┌─ Records for the task
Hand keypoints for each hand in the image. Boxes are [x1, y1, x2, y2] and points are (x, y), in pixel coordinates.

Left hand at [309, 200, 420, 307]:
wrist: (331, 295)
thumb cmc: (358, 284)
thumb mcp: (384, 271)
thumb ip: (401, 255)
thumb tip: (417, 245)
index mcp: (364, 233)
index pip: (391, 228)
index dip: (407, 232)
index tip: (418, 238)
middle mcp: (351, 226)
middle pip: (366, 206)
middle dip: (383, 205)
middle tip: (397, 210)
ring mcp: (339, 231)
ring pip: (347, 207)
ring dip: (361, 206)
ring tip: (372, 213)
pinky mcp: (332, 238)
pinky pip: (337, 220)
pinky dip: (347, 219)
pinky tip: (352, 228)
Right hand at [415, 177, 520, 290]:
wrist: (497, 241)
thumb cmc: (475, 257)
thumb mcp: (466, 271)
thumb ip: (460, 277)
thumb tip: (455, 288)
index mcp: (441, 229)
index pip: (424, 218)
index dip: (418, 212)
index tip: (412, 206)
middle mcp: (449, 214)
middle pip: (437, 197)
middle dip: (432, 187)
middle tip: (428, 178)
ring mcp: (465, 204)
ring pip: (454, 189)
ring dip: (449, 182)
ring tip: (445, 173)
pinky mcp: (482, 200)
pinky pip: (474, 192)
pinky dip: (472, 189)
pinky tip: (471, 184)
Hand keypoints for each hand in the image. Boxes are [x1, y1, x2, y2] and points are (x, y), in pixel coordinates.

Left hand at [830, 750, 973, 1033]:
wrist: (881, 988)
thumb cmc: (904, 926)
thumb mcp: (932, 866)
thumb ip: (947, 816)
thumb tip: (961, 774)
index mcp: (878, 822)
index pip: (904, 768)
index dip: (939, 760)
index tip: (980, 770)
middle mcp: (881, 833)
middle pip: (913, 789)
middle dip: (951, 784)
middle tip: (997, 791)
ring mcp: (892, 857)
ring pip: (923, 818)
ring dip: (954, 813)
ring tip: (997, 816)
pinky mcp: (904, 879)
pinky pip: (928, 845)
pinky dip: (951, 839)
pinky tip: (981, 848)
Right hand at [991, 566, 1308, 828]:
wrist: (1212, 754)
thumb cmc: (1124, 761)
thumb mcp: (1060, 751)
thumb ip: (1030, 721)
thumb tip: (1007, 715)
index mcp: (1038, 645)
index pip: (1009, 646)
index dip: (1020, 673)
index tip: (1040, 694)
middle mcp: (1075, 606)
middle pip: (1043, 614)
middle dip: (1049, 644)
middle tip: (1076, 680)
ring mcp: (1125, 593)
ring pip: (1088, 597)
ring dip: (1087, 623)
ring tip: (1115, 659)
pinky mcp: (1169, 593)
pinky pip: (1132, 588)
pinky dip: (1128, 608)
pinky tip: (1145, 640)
└─
┌─ Records for the task
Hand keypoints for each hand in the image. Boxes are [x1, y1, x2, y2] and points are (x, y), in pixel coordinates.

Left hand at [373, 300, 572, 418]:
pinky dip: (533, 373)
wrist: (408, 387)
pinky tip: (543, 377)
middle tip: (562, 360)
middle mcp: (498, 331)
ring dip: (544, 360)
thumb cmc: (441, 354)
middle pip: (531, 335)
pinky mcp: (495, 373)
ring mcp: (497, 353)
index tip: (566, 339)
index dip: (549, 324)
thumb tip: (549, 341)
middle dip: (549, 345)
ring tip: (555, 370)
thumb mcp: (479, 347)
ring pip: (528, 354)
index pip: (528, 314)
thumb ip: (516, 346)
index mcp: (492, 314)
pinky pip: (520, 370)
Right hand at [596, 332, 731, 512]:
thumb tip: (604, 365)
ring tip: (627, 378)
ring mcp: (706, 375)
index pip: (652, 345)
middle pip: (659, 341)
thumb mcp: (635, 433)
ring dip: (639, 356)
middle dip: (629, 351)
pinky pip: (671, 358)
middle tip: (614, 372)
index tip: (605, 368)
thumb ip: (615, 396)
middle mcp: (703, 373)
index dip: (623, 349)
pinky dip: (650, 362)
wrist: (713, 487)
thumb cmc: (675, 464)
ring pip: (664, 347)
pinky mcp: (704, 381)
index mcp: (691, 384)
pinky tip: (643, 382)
└─
Only lines that include "Right" belong in the answer; return them from the entries above.

# [Exercise output]
Right hand at [415, 177, 520, 290]:
Right hand at [991, 566, 1308, 828]:
Right hand at [596, 332, 731, 512]:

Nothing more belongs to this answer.